Honest thoughts after the call
So after five (5) months, I decided to join a virtual call for an e-game with my previous batchmates at work.
The invitation included my batchmate to whom we just ended a more than one (1) year we-are-together-but-not-quite-really. Well, to put it simply, M.U.. Why weren't we together? He didn't pop up the question of being a 'girlfriend'.
I have been a fan of 'we're never talking again after the relationship' so I've refused some invitations once confirmed he is part of the call.
It was really difficult for me to say 'yes' to that call, because that would mean cutting my 7 year tradition of not talking to ex-boyfriends (well, he isn't technically an ex-bf tho).
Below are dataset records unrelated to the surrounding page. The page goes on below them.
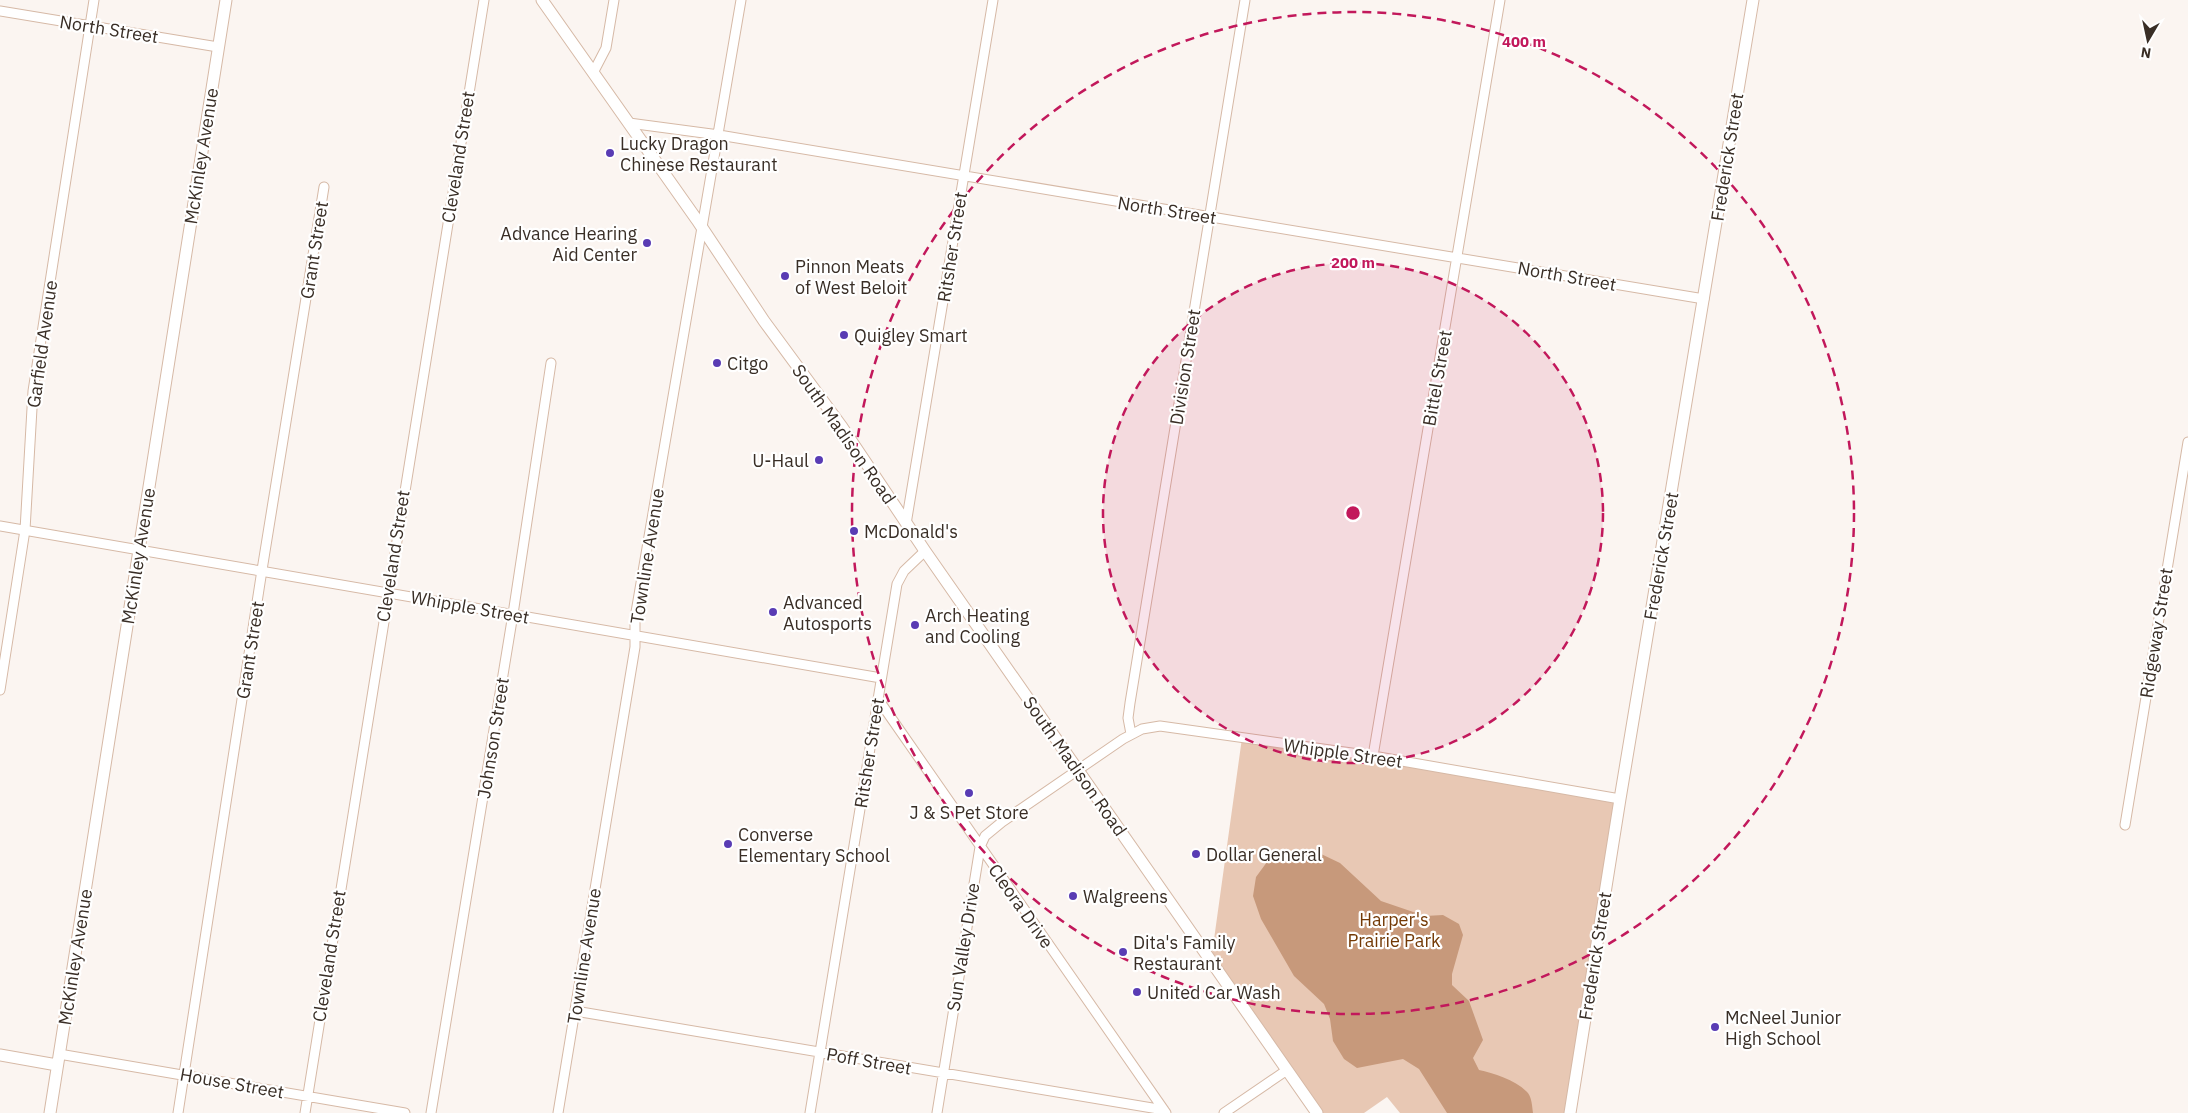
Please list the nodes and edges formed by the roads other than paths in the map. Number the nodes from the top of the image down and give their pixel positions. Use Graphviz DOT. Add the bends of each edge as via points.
graph roads {
  1 [pos="94,0"];
  2 [pos="226,0"];
  3 [pos="484,0"];
  4 [pos="542,0"];
  5 [pos="614,0"];
  6 [pos="741,0"];
  7 [pos="993,0"];
  8 [pos="1246,0"];
  9 [pos="1500,0"];
  10 [pos="1753,0"];
  11 [pos="0,11"];
  12 [pos="89,26"];
  13 [pos="218,47"];
  14 [pos="593,73"];
  15 [pos="629,123"];
  16 [pos="719,135"];
  17 [pos="964,176"];
  18 [pos="324,187"];
  19 [pos="1210,217"];
  20 [pos="702,229"];
  21 [pos="1457,257"];
  22 [pos="1704,299"];
  23 [pos="551,363"];
  24 [pos="2188,442"];
  25 [pos="906,524"];
  26 [pos="0,526"];
  27 [pos="25,530"];
  28 [pos="139,549"];
  29 [pos="925,551"];
  30 [pos="262,570"];
  31 [pos="387,593"];
  32 [pos="513,614"];
  33 [pos="635,635"];
  34 [pos="881,678"];
  35 [pos="0,690"];
  36 [pos="878,698"];
  37 [pos="1131,734"];
  38 [pos="1373,756"];
  39 [pos="1079,771"];
  40 [pos="1620,799"];
  41 [pos="2125,825"];
  42 [pos="980,847"];
  43 [pos="575,1011"];
  44 [pos="820,1053"];
  45 [pos="0,1055"];
  46 [pos="58,1060"];
  47 [pos="1287,1070"];
  48 [pos="942,1073"];
  49 [pos="184,1075"];
  50 [pos="307,1096"];
  51 [pos="1165,1112"];
  52 [pos="50,1113"];
  53 [pos="178,1113"];
  54 [pos="305,1113"];
  55 [pos="405,1113"];
  56 [pos="431,1113"];
  57 [pos="558,1113"];
  58 [pos="810,1113"];
  59 [pos="937,1113"];
  60 [pos="1224,1113"];
  61 [pos="1318,1113"];
  62 [pos="1570,1113"];
  1 -- 12 [label="street, Garfield Avenue"];
  2 -- 13 [label="street, McKinley Avenue"];
  3 -- 31 [label="street, Cleveland Street"];
  4 -- 14 [label="street, South Madison Road"];
  5 -- 14 [label="street" via="606,48"];
  6 -- 16 [label="street, Townline Avenue"];
  7 -- 17 [label="street, Ritsher Street"];
  8 -- 19 [label="street, Division Street"];
  9 -- 21 [label="street, Bittel Street"];
  10 -- 22 [label="street, Frederick Street"];
  11 -- 12 [label="street, North Street"];
  12 -- 13 [label="street, North Street"];
  12 -- 27 [label="street, Garfield Avenue" via="34,391"];
  13 -- 28 [label="street, McKinley Avenue"];
  14 -- 15 [label="street, South Madison Road"];
  15 -- 16 [label="street, North Street"];
  15 -- 20 [label="street, South Madison Road"];
  16 -- 17 [label="street, North Street"];
  16 -- 20 [label="street, Townline Avenue"];
  17 -- 19 [label="street, North Street"];
  17 -- 25 [label="street, Ritsher Street"];
  18 -- 30 [label="street, Grant Street"];
  19 -- 21 [label="street, North Street"];
  19 -- 37 [label="street, Division Street" via="1130,703"];
  20 -- 25 [label="street, South Madison Road" via="842,427"];
  20 -- 33 [label="street, Townline Avenue" via="635,618"];
  21 -- 22 [label="street, North Street"];
  21 -- 38 [label="street, Bittel Street"];
  22 -- 40 [label="street, Frederick Street"];
  23 -- 32 [label="street, Johnson Street"];
  24 -- 41 [label="street, Ridgeway Street"];
  25 -- 29 [label="street, South Madison Road"];
  26 -- 27 [label="street, Whipple Street"];
  27 -- 28 [label="street, Whipple Street"];
  27 -- 35 [label="street, Garfield Avenue"];
  28 -- 30 [label="street, Whipple Street"];
  28 -- 46 [label="street, McKinley Avenue"];
  29 -- 34 [label="street, Ritsher Street" via="904,571 897,584"];
  29 -- 39 [label="street, South Madison Road"];
  30 -- 31 [label="street, Whipple Street"];
  30 -- 49 [label="street, Grant Street"];
  31 -- 32 [label="street, Whipple Street"];
  31 -- 50 [label="street, Cleveland Street"];
  32 -- 33 [label="street, Whipple Street"];
  32 -- 56 [label="street, Johnson Street"];
  33 -- 34 [label="street, Whipple Street"];
  33 -- 43 [label="street, Townline Avenue"];
  34 -- 36 [label="street, Ritsher Street"];
  36 -- 42 [label="street, Cleora Drive"];
  36 -- 44 [label="street, Ritsher Street"];
  37 -- 38 [label="street, Whipple Street" via="1160,726"];
  37 -- 39 [label="street, Whipple Street"];
  38 -- 40 [label="street, Whipple Street"];
  39 -- 42 [label="street, Sun Valley Drive" via="992,829"];
  39 -- 47 [label="street, South Madison Road"];
  40 -- 62 [label="street, Frederick Street"];
  42 -- 48 [label="street, Sun Valley Drive"];
  42 -- 51 [label="street, Cleora Drive"];
  43 -- 44 [label="street, Poff Street"];
  43 -- 57 [label="street, Townline Avenue"];
  44 -- 48 [label="street, Poff Street"];
  44 -- 58 [label="street, Ritsher Street"];
  45 -- 46 [label="street, House Street"];
  46 -- 49 [label="street, House Street"];
  46 -- 52 [label="street, McKinley Avenue"];
  47 -- 60 [label="street"];
  47 -- 61 [label="street, South Madison Road"];
  48 -- 51 [label="street, Poff Street"];
  48 -- 59 [label="street, Sun Valley Drive"];
  49 -- 50 [label="street, House Street"];
  49 -- 53 [label="street, Grant Street"];
  50 -- 54 [label="street, Cleveland Street"];
  50 -- 55 [label="street, House Street"];
}
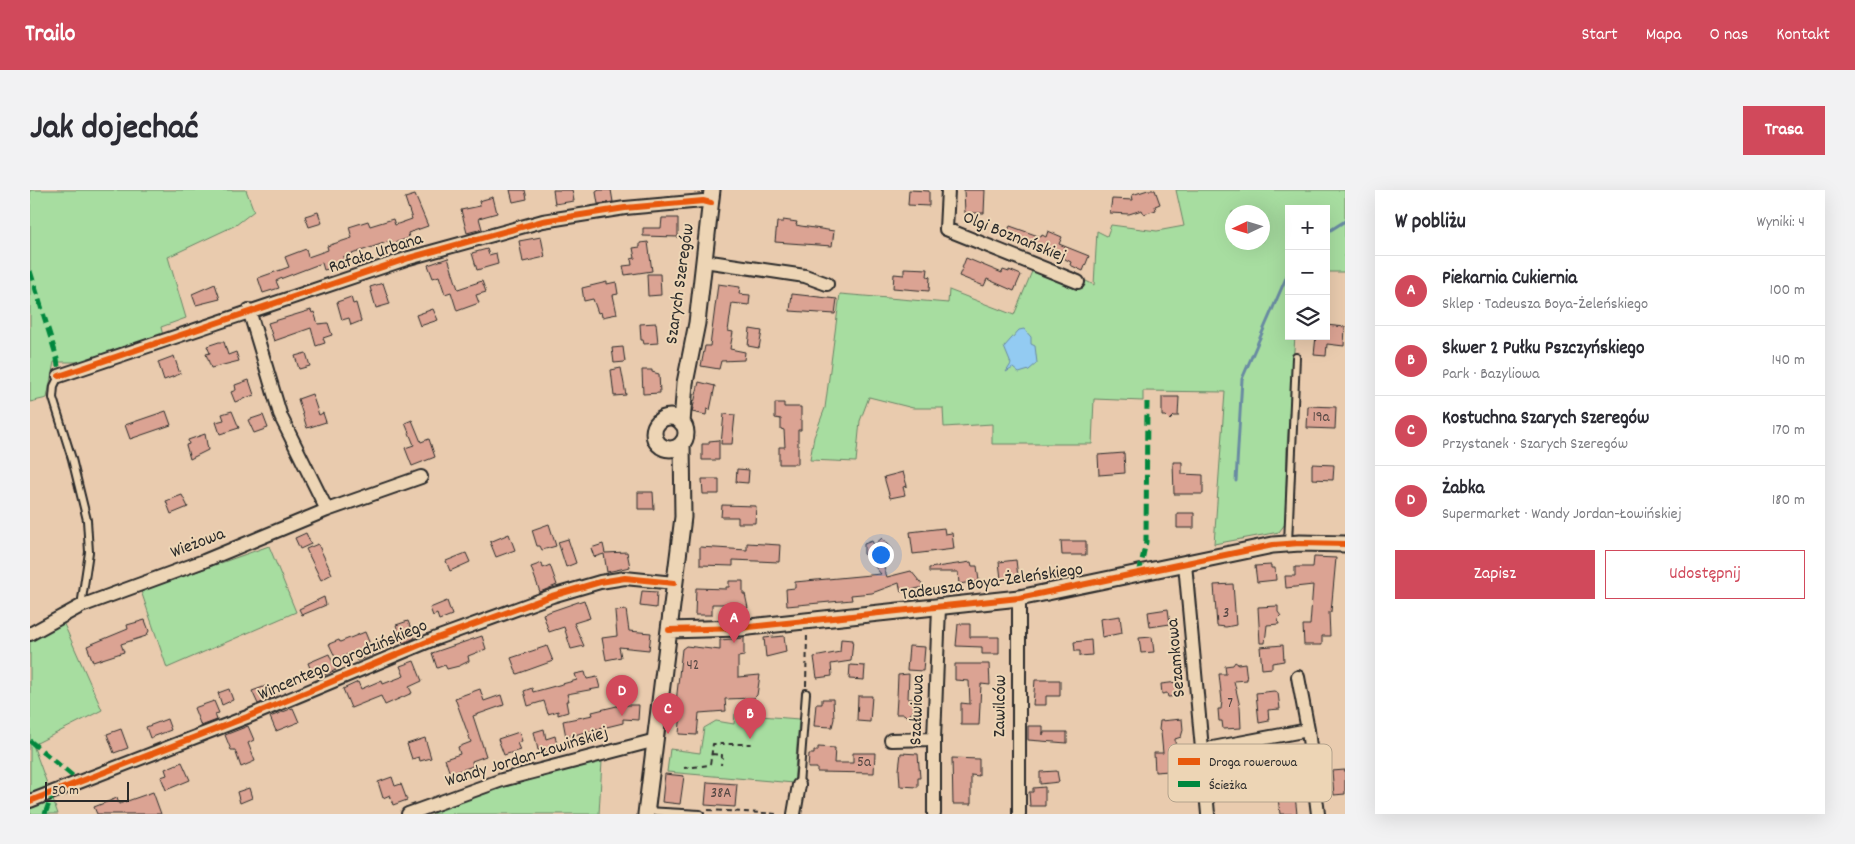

Anws, I said 'yes' because I don't want to lose my connection with my friends just because of one (1) person.
Back story again. He was my workmate before, so I had the chance to hear his voice after the "break up" and before he left the firm. I cried a lot after hearing his voice. I broke down in my room and took in his voice which I missed that time. Thinking that 'that voice' was the one who made me happy, broke me, left me and will never look back at me. All at once.
Back to yesterday's call. I was a bit late for the designated time but got in the call as soon as I am ready.
I was surprised by my reaction. The sadness I felt before did not exist. It was a voice I am familiar with. A voice I shared most of my life during that 1 year more or almost 2 years. But it was all gone. All said and done. I am thankful we "broke up" and that he never contacted me after.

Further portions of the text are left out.